Gott wird Mensch, durch eine einzigartige Zeugung
Reihe: Gott wird Mensch (1/3)
Lukas 1,26-38
Einleitende Gedanken Anfangs Woche hörte ich, wie sich ein Arzt von einem Patienten verabschiedete. Er wünschte ihm schöne Feiertage. Ein eindeutiges Signal, dass wir uns der Advents- und Weihnachtszeit mit grossen Schritten nähern.
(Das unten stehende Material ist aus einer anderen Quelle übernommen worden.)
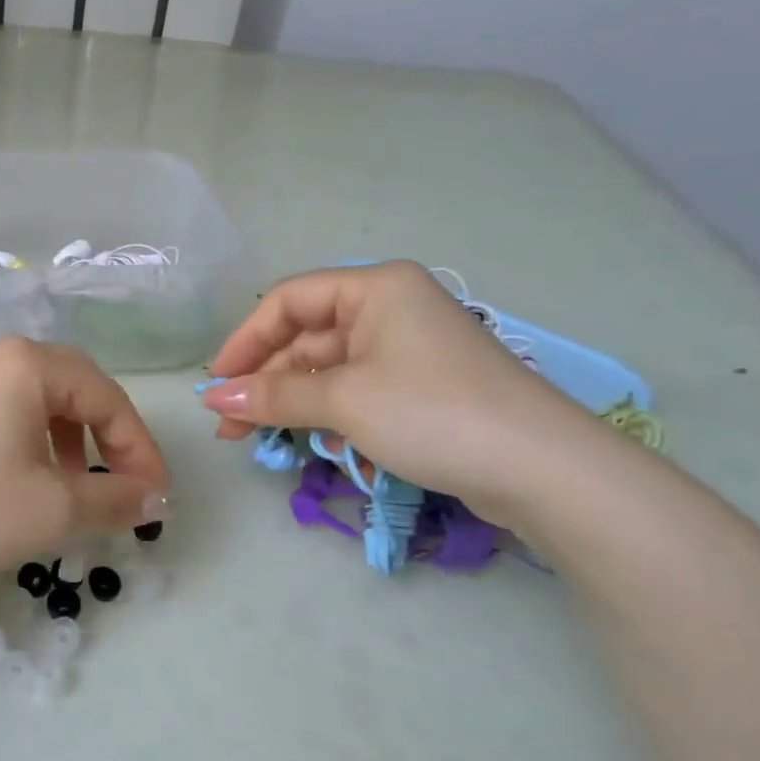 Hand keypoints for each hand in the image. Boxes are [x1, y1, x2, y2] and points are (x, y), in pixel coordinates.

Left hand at [0, 338, 170, 590]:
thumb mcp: (51, 510)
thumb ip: (115, 500)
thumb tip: (156, 499)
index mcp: (28, 363)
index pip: (108, 397)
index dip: (140, 449)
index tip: (157, 497)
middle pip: (77, 387)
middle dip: (109, 438)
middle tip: (125, 485)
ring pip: (42, 398)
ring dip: (72, 438)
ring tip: (77, 485)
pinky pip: (9, 407)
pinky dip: (35, 437)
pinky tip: (31, 475)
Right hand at [199, 261, 599, 523]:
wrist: (546, 472)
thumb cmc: (433, 413)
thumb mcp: (343, 400)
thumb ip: (273, 396)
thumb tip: (213, 400)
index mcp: (376, 289)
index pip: (288, 301)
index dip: (245, 341)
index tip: (216, 385)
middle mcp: (391, 309)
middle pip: (306, 336)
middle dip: (265, 381)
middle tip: (230, 426)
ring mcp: (408, 349)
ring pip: (329, 368)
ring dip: (293, 401)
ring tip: (262, 441)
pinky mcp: (421, 388)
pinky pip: (357, 390)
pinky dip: (329, 413)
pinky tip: (316, 442) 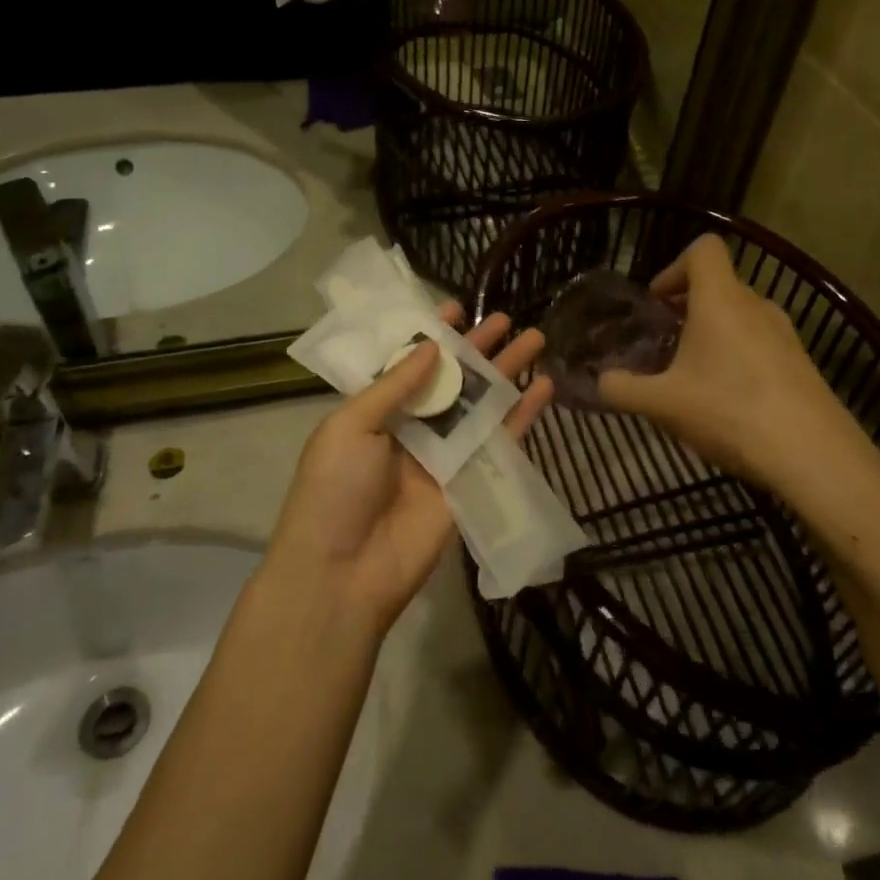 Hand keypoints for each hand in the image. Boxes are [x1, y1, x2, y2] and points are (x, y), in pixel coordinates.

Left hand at [265, 304, 551, 632]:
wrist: (344, 572)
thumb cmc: (335, 489)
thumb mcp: (351, 425)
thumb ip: (395, 384)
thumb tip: (432, 344)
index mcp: (376, 410)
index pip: (408, 363)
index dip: (432, 336)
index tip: (456, 307)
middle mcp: (412, 427)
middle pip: (452, 379)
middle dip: (478, 348)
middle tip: (506, 318)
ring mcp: (443, 455)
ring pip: (481, 405)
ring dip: (507, 373)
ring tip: (535, 339)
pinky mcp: (469, 482)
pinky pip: (500, 442)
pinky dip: (523, 416)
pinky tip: (544, 388)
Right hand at [599, 235, 879, 546]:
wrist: (815, 457)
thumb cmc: (730, 412)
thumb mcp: (662, 404)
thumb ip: (622, 389)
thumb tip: (599, 382)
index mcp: (721, 300)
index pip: (703, 249)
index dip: (674, 267)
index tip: (656, 303)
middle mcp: (757, 306)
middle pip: (719, 285)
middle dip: (687, 307)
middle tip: (663, 343)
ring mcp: (786, 336)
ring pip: (740, 316)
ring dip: (712, 333)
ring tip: (691, 374)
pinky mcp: (802, 365)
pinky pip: (760, 344)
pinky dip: (737, 356)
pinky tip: (726, 401) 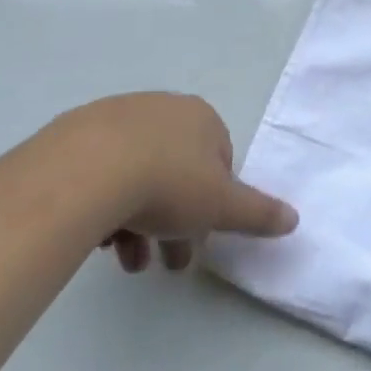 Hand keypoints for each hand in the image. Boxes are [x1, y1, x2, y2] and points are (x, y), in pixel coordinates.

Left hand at [82, 93, 297, 273]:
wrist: (85, 171)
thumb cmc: (167, 184)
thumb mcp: (222, 206)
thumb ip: (258, 213)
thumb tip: (294, 219)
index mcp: (202, 118)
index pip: (220, 160)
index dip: (213, 203)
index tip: (200, 237)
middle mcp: (163, 108)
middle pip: (176, 171)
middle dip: (174, 221)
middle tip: (164, 262)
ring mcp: (117, 117)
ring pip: (137, 174)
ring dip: (139, 221)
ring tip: (126, 261)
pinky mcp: (76, 134)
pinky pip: (100, 172)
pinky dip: (105, 204)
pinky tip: (97, 238) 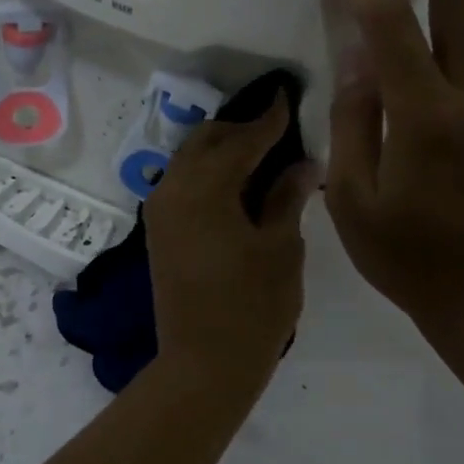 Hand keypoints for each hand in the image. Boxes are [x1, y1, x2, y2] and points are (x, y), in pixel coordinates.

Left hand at [144, 91, 314, 391]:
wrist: (203, 365)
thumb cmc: (253, 307)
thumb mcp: (281, 248)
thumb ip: (287, 197)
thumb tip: (304, 163)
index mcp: (205, 189)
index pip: (241, 140)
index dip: (268, 119)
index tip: (286, 97)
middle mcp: (173, 189)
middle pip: (206, 141)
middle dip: (240, 130)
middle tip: (278, 131)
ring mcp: (160, 211)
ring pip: (190, 160)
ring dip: (222, 150)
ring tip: (261, 156)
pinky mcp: (159, 231)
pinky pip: (183, 183)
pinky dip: (208, 173)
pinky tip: (238, 185) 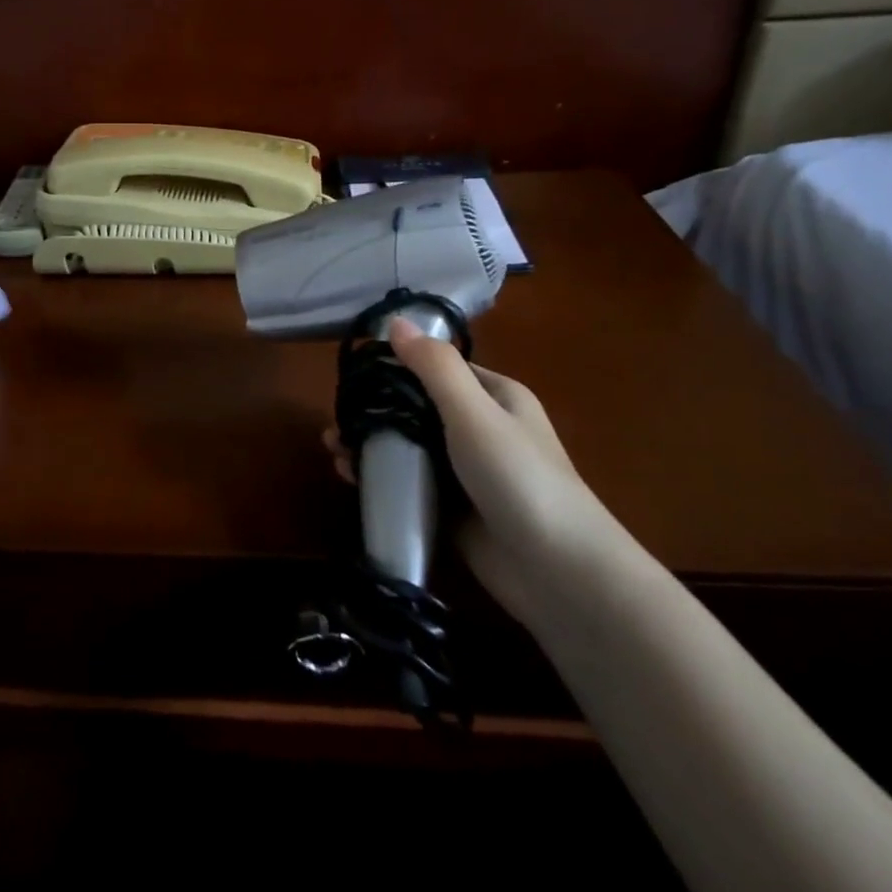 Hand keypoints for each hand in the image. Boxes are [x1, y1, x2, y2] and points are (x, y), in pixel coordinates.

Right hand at [324, 319, 621, 619]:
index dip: (395, 367)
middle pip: (416, 408)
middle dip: (375, 411)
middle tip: (336, 421)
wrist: (556, 571)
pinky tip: (350, 479)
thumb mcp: (474, 413)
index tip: (352, 375)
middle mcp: (480, 428)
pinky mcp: (453, 507)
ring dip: (371, 445)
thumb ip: (434, 367)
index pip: (436, 369)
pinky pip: (409, 483)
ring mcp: (466, 471)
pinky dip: (380, 478)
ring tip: (335, 451)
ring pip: (408, 447)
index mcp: (495, 396)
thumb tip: (395, 321)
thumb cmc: (518, 478) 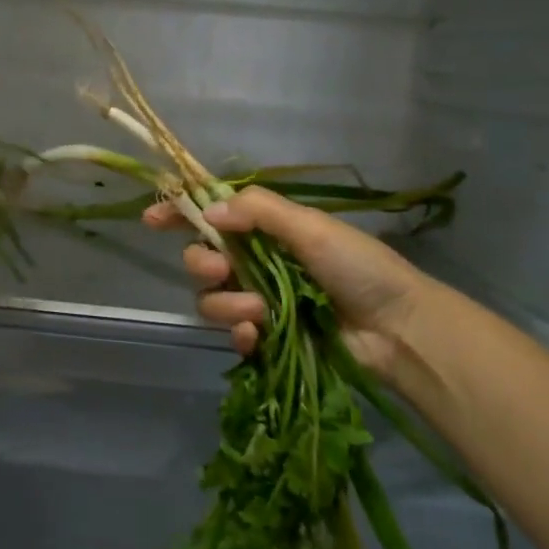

Auch unser Weihnachtsmusical und das Kerzenziehen der Jungschar lenken unsere Gedanken Richtung Weihnachten. Das möchte ich jetzt auch die nächsten Sonntage tun. Wir werden uns mit drei der bekanntesten Weihnachtserzählungen beschäftigen. „Gott wird Mensch“ so habe ich diese Predigtreihe überschrieben. Wir starten mit der Begegnung Marias mit dem Engel Gabriel: Gott wird Mensch, durch eine einzigartige Zeugung. Zuerst lesen wir, was im Lukasevangelium geschrieben steht.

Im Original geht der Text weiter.